Senate Majority Leader Chuck Schumer said Monday he would seek to overturn a 2020 decision by the Internal Revenue Service that provided tax hikes equal to thousands of Suffolk homeowners who received grants to replace aging sewer systems.
The grant program was launched by the US Department of Agriculture in 2017 and is still ongoing. It’s part of an effort to encourage Long Island homeowners to upgrade their sewer systems to reduce nitrogen pollution in groundwater and local waterways. The IRS has ruled that the grants should be considered taxable income, although homeowners do not derive any financial benefit from the modernization and Suffolk pays the grants directly to contractors.
During a news conference Monday in East Islip, Schumer (DN.Y.) announced a possible workaround for the “illogical” IRS decision. If the USDA determines that the program benefits the environment, the grants would be excluded from taxable income, he said.

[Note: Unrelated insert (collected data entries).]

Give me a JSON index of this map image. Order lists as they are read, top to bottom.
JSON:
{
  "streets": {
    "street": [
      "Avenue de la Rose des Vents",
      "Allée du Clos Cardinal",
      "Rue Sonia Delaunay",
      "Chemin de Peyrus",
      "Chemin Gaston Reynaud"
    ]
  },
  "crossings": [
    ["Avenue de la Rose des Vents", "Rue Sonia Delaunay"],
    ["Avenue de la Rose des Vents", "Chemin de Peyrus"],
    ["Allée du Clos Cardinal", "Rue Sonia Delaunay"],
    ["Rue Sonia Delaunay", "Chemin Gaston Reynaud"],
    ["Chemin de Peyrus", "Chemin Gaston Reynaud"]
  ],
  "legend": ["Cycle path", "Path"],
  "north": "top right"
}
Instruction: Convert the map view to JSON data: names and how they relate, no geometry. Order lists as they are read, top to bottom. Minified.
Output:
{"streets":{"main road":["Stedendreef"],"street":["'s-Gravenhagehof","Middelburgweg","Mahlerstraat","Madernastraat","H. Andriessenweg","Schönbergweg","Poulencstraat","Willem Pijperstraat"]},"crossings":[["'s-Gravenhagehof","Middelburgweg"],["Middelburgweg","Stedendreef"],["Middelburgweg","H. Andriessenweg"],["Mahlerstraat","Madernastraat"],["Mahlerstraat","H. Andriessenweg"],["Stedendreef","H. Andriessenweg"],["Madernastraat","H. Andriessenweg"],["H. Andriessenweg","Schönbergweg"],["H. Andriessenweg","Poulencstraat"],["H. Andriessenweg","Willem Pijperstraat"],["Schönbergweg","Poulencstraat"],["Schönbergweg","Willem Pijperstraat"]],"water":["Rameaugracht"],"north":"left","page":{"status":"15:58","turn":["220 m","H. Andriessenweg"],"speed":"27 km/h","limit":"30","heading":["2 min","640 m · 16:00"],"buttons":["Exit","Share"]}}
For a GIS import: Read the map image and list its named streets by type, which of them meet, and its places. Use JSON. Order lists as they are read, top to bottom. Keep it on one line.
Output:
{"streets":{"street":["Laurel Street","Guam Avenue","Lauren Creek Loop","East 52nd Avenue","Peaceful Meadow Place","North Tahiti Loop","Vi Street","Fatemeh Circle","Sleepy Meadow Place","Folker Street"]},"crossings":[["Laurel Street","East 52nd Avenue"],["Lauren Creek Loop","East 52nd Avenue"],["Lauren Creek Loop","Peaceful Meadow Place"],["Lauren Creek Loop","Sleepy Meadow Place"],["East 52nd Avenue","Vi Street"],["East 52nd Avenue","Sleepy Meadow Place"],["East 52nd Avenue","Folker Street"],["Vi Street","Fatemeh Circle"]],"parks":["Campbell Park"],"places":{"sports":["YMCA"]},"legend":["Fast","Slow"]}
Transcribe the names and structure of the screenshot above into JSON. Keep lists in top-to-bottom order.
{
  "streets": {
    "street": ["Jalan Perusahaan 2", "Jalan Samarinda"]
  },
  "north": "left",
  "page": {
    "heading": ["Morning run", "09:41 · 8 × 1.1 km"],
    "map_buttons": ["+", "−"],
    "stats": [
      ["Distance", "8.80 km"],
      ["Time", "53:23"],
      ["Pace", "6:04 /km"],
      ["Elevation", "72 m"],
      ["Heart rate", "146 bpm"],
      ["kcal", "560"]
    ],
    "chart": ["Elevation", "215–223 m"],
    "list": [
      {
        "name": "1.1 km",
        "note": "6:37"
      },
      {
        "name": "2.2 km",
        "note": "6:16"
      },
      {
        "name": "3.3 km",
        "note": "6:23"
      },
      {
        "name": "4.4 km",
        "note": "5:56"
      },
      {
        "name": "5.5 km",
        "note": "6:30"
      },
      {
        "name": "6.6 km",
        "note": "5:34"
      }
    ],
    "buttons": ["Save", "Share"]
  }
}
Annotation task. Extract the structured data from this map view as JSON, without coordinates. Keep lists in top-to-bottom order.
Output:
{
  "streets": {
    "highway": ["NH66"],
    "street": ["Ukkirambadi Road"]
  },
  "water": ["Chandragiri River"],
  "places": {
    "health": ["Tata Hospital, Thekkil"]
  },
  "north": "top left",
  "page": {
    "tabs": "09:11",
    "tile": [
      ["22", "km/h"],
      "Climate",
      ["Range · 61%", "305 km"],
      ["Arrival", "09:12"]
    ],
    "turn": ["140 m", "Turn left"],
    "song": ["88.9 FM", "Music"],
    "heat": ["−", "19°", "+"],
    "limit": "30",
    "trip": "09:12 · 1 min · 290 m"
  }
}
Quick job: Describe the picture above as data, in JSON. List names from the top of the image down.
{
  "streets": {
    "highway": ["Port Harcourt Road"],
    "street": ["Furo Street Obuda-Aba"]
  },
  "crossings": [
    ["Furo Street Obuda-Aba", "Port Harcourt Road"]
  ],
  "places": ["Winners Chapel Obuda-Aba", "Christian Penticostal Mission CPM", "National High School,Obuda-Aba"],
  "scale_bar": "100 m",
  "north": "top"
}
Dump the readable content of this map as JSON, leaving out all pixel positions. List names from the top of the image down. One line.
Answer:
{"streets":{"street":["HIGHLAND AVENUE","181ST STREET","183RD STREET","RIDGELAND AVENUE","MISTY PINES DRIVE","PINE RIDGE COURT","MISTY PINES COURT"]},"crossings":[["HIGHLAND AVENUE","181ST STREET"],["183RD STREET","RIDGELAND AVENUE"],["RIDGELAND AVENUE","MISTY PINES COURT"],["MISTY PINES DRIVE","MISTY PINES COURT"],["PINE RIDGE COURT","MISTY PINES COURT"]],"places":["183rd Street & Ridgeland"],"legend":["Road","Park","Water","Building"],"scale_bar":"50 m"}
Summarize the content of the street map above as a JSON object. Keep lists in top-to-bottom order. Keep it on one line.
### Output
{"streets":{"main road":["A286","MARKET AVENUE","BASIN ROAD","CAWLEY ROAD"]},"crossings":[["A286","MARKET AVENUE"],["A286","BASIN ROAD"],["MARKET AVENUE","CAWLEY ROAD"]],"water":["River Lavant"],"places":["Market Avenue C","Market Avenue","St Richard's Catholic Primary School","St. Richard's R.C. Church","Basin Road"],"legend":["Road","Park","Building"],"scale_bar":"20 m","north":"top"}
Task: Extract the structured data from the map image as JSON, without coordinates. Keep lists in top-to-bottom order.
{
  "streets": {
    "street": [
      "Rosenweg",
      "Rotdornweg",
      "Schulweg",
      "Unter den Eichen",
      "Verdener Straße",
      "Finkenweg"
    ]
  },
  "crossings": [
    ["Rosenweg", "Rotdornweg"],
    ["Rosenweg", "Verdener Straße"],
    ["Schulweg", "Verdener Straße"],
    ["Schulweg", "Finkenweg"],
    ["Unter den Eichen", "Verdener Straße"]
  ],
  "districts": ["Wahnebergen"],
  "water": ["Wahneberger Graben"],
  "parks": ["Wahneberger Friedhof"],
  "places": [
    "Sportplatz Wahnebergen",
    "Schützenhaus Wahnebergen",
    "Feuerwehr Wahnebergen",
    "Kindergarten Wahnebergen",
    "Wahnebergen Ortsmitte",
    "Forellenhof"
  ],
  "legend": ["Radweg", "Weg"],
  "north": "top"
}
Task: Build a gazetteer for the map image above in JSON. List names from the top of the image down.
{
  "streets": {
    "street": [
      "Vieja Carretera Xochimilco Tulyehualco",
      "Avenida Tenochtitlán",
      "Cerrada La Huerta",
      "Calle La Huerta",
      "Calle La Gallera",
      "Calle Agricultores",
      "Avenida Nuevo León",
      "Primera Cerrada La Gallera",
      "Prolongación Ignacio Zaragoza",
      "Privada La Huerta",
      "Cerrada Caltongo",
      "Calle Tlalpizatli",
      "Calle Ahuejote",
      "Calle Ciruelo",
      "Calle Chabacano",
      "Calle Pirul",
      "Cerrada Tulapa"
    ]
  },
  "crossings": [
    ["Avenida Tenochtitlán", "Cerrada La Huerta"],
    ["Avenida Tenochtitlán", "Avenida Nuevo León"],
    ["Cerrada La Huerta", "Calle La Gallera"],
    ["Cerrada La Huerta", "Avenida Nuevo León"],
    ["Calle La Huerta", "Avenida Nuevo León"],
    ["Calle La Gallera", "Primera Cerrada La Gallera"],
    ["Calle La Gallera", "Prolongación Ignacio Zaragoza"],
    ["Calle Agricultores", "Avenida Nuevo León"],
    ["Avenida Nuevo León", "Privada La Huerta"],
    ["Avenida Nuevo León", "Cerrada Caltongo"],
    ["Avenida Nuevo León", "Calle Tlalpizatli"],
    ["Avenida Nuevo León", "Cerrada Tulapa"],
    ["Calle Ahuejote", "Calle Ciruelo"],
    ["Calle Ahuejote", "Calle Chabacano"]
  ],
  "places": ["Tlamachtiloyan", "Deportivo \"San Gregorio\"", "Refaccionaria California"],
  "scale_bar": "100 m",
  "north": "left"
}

“These are middle-class people. They work hard. You can’t afford it [the tax hike]”, he said. “That’s not fair. That is not right.”
The USDA did not immediately respond to requests for comment Monday, and it was unclear if the department would honor Schumer’s request. Separate legislation would be needed to retrospectively reimburse homeowners for the tax hike, Suffolk officials said.
East Islip’s Louis Castronova said he received a grant to upgrade his sewage system in 2020 after his cesspool collapsed. The improvement, he said, cost him more than $4,000 in tax increases.
“You’re sitting there and you’re like, ‘Wow, that could have been used in my kid’s education,'” said Castronova, a building inspector for Islip Town.
The IRS said in its 2020 decision that the money is counted as income because homeowners perform “administrative or supervisory functions of the payment,” including through the selection of the contractor used, and the grants are not given based solely on need.
The IRS did not respond to requests for comment Monday.
In a letter to USDA Secretary Tom Vilsack Monday, Schumer said the IRS code requires payments under conservation programs designated by the USDA primarily to conserve land and water resources and protect the environment to be from gross income of a recipient could be excluded.
Suffolk has 360,000 aging cesspools and septic tanks, environmentalists said. To date, more than 1,000 septic systems have been installed under the Suffolk program and some 3,200 homeowners have applied for grants of between $10,000 and $20,000, officials said.
“This program was specifically designed to help Long Island’s working class,” said Adrienne Esposito, executive director of the Citizens Campaign for the Environment. “It should be good for our wallets, good for the environment and good for the sustainability of our island.”
Suffolk County Executive Steve Bellone said the program is “absolutely critical to our plan in Suffolk County for decades to come to solve the water quality problem once and for all.”
Bellone, who noted that homeowners in the county are seeing increases in their tax bills since 2020, said if the IRS doesn’t reverse course. the program could stop.
“It’s the biggest problem of our time here,” he said. “If we don’t conserve the impacts on water quality here, protect and push back; if we don’t protect this water quality, we won’t have a prosperous future on Long Island.”
Rep. Tom Suozzi (D-Glen Cove) and Sen. Kirsten Gillibrand (DN.Y.) pushed for legislation last year to reverse the IRS ruling. But the amendment included in President Joe Biden’s Build Back Better bill died in the Senate.
Robert Brodsky is a breaking news reporter who has worked at Newsday since 2011. He is a graduate of Queens College and American University.